» **WORK TO COMPLETE**
Your answer must be a word-for-word copy of the data.

[Dataset entries]
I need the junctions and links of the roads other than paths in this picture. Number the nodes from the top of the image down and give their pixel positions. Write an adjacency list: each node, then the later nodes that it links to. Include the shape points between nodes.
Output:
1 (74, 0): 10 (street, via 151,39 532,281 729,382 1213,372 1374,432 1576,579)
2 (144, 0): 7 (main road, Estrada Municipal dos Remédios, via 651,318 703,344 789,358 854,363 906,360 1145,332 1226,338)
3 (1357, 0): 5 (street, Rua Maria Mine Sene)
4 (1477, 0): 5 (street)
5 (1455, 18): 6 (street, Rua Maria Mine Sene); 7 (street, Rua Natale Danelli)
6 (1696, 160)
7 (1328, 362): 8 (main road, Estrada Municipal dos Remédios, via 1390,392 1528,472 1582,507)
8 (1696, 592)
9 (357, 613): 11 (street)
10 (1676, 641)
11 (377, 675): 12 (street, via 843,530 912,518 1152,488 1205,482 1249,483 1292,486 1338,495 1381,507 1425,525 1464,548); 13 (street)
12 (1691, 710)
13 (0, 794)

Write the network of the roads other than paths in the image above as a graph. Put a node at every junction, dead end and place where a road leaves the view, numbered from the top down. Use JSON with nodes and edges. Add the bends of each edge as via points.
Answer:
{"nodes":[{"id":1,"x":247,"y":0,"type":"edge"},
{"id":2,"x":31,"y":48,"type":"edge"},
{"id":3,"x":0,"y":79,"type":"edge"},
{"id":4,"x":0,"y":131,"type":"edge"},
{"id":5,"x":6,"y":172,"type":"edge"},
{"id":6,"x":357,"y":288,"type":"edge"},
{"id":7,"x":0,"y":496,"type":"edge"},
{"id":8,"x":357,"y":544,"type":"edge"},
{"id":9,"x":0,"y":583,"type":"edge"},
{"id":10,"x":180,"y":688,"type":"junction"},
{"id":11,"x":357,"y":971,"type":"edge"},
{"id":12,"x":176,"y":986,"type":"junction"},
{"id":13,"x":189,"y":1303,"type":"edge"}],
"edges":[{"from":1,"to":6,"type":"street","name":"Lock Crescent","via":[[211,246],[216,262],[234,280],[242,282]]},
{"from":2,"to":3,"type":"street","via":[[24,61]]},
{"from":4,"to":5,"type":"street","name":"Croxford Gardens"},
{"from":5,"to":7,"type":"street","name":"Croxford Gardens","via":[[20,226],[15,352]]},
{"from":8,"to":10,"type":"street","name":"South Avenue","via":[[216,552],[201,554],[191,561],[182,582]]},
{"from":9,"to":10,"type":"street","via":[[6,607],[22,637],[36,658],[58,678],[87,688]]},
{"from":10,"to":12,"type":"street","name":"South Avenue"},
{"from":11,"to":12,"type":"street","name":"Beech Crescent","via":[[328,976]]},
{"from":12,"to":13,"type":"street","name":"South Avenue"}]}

» **FINISHED TASK**
I need the junctions and links of the roads other than paths in this picture. Number the nodes from the top of the image down and give their pixel positions. Write an adjacency list: each node, then the later nodes that it links to. Include the shape points between nodes.
Output:
1 (74, 0): 10 (street, via 151,39 532,281 729,382 1213,372 1374,432 1576,579)
2 (144, 0): 7 (main road, Estrada Municipal dos Remédios, via 651,318 703,344 789,358 854,363 906,360 1145,332 1226,338)
3 (1357, 0): 5 (street, Rua Maria Mine Sene)
4 (1477, 0): 5 (street)
5 (1455, 18): 6 (street, Rua Maria Mine Sene); 7 (street, Rua Natale Danelli)
6 (1696, 160)
7 (1328, 362): 8 (main road, Estrada Municipal dos Remédios, via 1390,392 1528,472 1582,507)
8 (1696, 592)
9 (357, 613): 11 (street)
10 (1676, 641)
11 (377, 675): 12 (street, via 843,530 912,518 1152,488 1205,482 1249,483 1292,486 1338,495 1381,507 1425,525 1464,548); 13 (street)
12 (1691, 710)
13 (0, 794)

Write the network of the roads other than paths in the image above as a graph. Put a node at every junction, dead end and place where a road leaves the view, numbered from the top down. Use JSON with nodes and edges. Add the bends of each edge as via points.
Answer:
{"nodes":[{"id":1,"x":247,"y":0,"type":"edge"},
{"id":2,"x":31,"y":48,"type":"edge"},
{"id":3,"x":0,"y":79,"type":"edge"},
{"id":4,"x":0,"y":131,"type":"edge"},
{"id":5,"x":6,"y":172,"type":"edge"},
{"id":6,"x":357,"y":288,"type":"edge"},
{"id":7,"x":0,"y":496,"type":"edge"},
{"id":8,"x":357,"y":544,"type":"edge"},
{"id":9,"x":0,"y":583,"type":"edge"},
{"id":10,"x":180,"y":688,"type":"junction"},
{"id":11,"x":357,"y":971,"type":"edge"},
{"id":12,"x":176,"y":986,"type":"junction"},
{"id":13,"x":189,"y":1303,"type":"edge"}],
"edges":[{"from":1,"to":6,"type":"street","name":"Lock Crescent","via":[[211,246],[216,262],[234,280],[242,282]]},
{"from":2,"to":3,"type":"street","via":[[24,61]]},
{"from":4,"to":5,"type":"street","name":"Croxford Gardens"},
{"from":5,"to":7,"type":"street","name":"Croxford Gardens","via":[[20,226],[15,352]]},
{"from":8,"to":10,"type":"street","name":"South Avenue","via":[[216,552],[201,554],[191,561],[182,582]]},
{"from":9,"to":10,"type":"street","via":[[6,607],[22,637],[36,658],[58,678],[87,688]]},
{"from":10,"to":12,"type":"street","name":"South Avenue"},
{"from":11,"to":12,"type":"street","name":"Beech Crescent","via":[[328,976]]},
{"from":12,"to":13,"type":"street","name":"South Avenue"}]}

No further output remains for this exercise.